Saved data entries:
##########

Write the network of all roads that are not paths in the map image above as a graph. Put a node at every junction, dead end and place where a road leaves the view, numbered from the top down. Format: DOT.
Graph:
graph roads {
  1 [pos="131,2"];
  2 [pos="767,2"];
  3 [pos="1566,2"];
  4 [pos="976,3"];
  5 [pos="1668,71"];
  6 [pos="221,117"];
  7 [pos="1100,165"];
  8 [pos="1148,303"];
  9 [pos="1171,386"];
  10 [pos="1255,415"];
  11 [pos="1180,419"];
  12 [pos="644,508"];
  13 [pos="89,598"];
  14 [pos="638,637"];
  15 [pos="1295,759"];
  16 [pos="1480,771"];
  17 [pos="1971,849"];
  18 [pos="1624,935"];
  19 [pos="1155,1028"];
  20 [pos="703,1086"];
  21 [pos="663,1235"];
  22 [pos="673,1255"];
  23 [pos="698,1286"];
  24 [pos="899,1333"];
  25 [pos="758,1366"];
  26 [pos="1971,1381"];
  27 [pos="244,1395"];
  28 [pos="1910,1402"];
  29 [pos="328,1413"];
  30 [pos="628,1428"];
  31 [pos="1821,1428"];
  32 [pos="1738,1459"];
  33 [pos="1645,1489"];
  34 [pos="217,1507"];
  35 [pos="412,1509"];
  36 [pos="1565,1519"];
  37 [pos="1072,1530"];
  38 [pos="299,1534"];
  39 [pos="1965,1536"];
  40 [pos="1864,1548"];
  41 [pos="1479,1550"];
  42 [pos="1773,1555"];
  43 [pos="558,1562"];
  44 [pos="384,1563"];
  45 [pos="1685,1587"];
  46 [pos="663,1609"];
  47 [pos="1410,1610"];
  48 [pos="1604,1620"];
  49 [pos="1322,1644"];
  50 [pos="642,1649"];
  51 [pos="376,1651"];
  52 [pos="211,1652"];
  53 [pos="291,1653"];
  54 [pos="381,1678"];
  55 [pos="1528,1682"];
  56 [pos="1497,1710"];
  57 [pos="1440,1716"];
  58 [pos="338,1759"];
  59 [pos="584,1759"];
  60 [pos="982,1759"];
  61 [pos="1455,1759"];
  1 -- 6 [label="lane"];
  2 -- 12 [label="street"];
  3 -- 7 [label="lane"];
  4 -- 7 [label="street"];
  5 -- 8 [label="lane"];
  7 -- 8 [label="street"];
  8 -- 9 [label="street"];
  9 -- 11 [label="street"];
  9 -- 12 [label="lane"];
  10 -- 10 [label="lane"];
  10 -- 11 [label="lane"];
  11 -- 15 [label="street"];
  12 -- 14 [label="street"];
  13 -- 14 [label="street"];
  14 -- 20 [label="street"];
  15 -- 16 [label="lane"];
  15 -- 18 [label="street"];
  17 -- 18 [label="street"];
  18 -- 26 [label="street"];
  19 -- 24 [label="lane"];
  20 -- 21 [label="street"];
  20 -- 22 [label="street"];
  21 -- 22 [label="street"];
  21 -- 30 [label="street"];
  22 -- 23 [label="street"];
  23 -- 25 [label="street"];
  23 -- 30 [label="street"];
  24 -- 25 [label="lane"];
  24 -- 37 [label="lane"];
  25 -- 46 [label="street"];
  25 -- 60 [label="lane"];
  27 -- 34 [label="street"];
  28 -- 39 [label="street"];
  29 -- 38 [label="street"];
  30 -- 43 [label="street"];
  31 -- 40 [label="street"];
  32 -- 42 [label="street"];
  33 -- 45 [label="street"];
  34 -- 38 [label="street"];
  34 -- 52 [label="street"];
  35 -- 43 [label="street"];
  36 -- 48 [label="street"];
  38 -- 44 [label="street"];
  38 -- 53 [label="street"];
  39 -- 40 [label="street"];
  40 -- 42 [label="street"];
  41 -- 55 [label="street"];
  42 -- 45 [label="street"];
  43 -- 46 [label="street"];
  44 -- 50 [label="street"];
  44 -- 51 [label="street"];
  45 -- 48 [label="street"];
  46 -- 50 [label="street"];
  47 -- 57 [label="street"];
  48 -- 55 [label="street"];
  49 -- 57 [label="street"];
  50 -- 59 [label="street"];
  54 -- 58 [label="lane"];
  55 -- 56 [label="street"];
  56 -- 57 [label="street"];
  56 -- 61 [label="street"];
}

##########

Aim of the task: Scan the records above for lines with the word "lane", then say how many there are, giving the number alone.

Written answer: 12